Buddha dan Kekekalan

Written by. Leaane Pingkan

Buddha mengungkapkan tiga sifat atau corak kehidupan. Penderitaan (dukkha), ketidakkekalan (annica), dan tanpa inti (anatta). Salah satu dari inti ajaran Buddha adalah annica, yang berarti tidak ada yang kekal atau abadi di dunia ini. Dalam Mahaparini­bbana Sutta tertulis:

Anicca vata sankhara – uppada vaya dhammino
Uppajjitva nirujjhanti – tesam vupasamo sukho

Segala sesuatu yang terbentuk tidaklah kekal, timbul dan tenggelam sifatnya; setelah muncul akan hancur dan lenyap. Terbebas darinya adalah kebahagiaan tertinggi.

Itulah kata-kata Sakka, Raja para dewa, katakan ketika Sang Buddha wafat. Salah satu ayat Pali ini masih dibacakan para bhikkhu dalam upacara pemakaman Buddhis di negara-negara aliran Therawada hingga saat ini, mengingatkan umatnya bahwa hidup tidaklah abadi.

Dunia terus berputar, waktu terus berjalan, begitu juga dengan proses menuju ketidakkekalan yang menyungkupi segala yang hidup di dunia ini. Tidak ada yang dapat lari dari kebenaran ini walaupun mereka rupawan, cantik, berkuasa, kaya, jelek, miskin, atau hina; manusia, keadaan, material, semua terus berjalan dan berubah, dan ini berlangsung sangat cepat. Ketidakmampuan untuk melihat kebenaran dan rasa kemelekatan terkadang membuat semua terasa abadi. Namun begitu, Buddha membabarkan bahwa dengan memperoleh pembebasan pikiran yang dimiliki oleh seorang Buddha-lah yang dapat menebus tiga corak kehidupan yang sudah disebut.

Jīranti ve rājarathā sucittā atho sarīnaṁ pi jaraṁ upeti. Sataṁ ca dhammo na jaraṁ upeti, santo have sabbhi pavedayanti.

Kereta kerajaan yang indah sekalipun pasti akan lapuk, begitu pula tubuh kita akan menjadi tua. Namun ajaran (Dhamma) orang-orang suci tidak akan lapuk. Sesungguhnya dengan cara inilah orang suci mengajarkan kebaikan. (Dhammapada, Syair 151)

Hal-hal seperti kebahagiaan, kesedihan, dan penderitaan batin tidaklah kekal. Semua akan berlalu pada saatnya. Lahir, menjadi tua, sakit, dan mati juga merupakan contoh dari kehidupan yang bersifat tidak abadi. Umat Buddhis harus dapat melihat realita ini agar tidak berputar-putar dalam perubahan yang tidak dikehendaki.

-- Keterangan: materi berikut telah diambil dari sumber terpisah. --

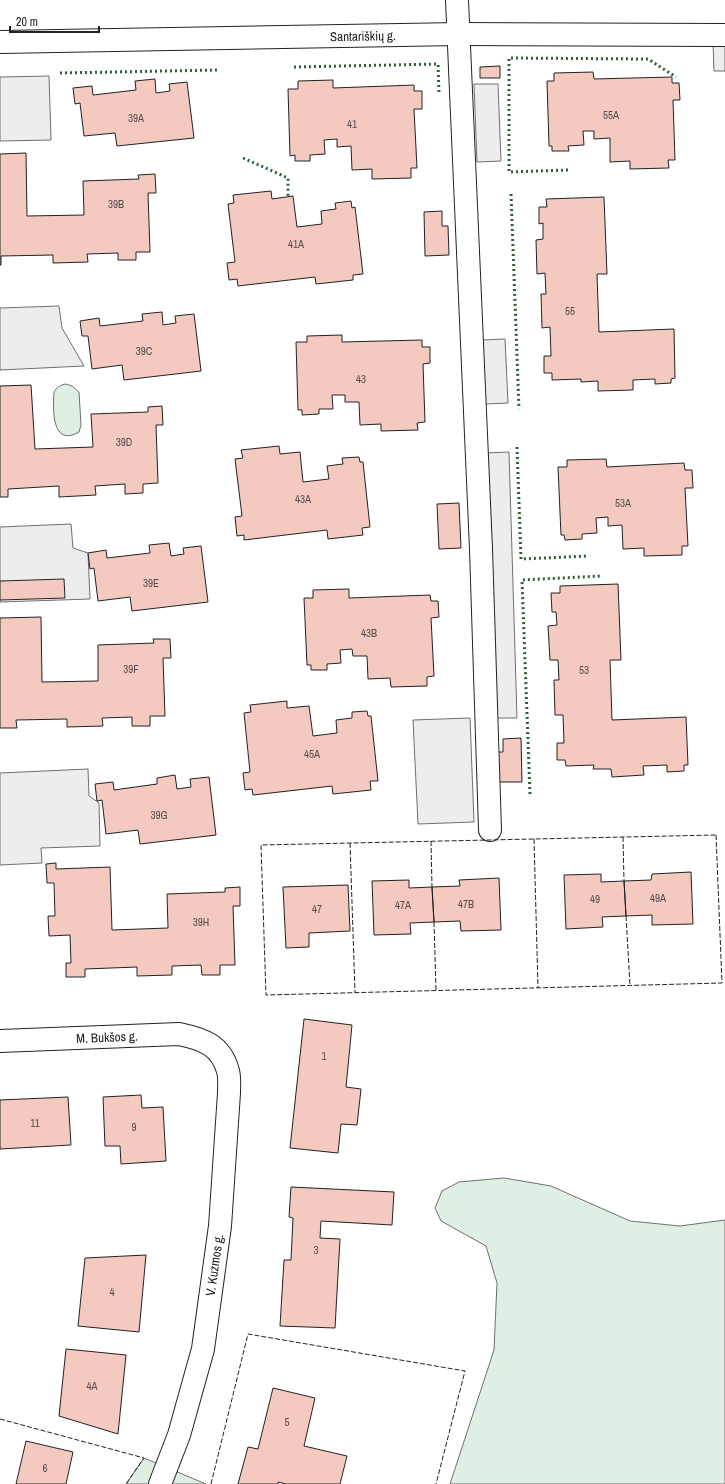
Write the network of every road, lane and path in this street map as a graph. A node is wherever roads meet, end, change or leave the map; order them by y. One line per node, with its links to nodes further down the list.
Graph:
1 (457, 0): 2 (street)
2 (459, 34): 3 (street, Santariškių g.); 4 (street, Santariškių g.); 5 (street)
3 (725, 35)
4 (0, 42)
5 (490, 830)
6 (0, 1041): 7 (street, M. Bukšos g.)
7 (212, 1045): 8 (street, V. Kuzmos g.)
8 (160, 1484)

Hidup bersifat dinamis. Ini satu-satunya fakta yang kekal dari hidup ini. Perubahan pasti selalu berlangsung dan terjadi. Namun pemahaman akan ketidakkekalan ini tidak dapat diartikan sebagai bentuk kepasrahan diri yang dapat menjerumuskan diri menuju bahaya. Melainkan untuk berusaha sebaik-baiknya dan sungguh-sungguh dalam hidup untuk lepas dari penderitaan duniawi dan selalu siap dalam menghadapi perubahan yang terjadi untuk mencapai kehidupan yang lebih baik.

Bhagava bersabda; “Dengan penuh perhatian (sati) hendaknya seseorang merenung dengan pengertian yang benar, bagaimana mengembangkan perhatian benar. Menurut Buddha apabila seseorang merenung badan jasmani (kaya) sendiri dengan sungguh-sungguh, dengan pengertian benar dan sadar, ia akan dapat mengatasi keinginan duniawi, ketidak senangan dan penderitaan batin. Kemudian ia merenungkan segala bentuk perasaan (vedana), pikiran (citta), dan objek-objek pikiran, dengan sungguh-sungguh dengan pengertian benar dan sadar, ia akan dapat mengatasi keinginan duniawi, ketidak senangan dan penderitaan batin”.

Beberapa hal yang dapat kita lakukan adalah menjaga dan melaksanakan sila, melakukan kebajikan, mengikis karma, dan melepaskan karma. Kita juga dapat melatih diri untuk berpikir dan bersikap selayaknya umat Buddhis seharusnya, menghilangkan sifat duniawi seperti ketamakan dan kemalasan.

Nothing lasts forever. That’s the tragedy and the miracle of existence – that everything is impermanent. Everything changes. All we can do is make the best of the time we have. And go down shooting, naturally.” – Mira Grant

Tidak ada yang kekal di dunia ini. Hidupmu, masalahmu, fisikmu. Jadi hidup dan berusahalah dengan sungguh-sungguh.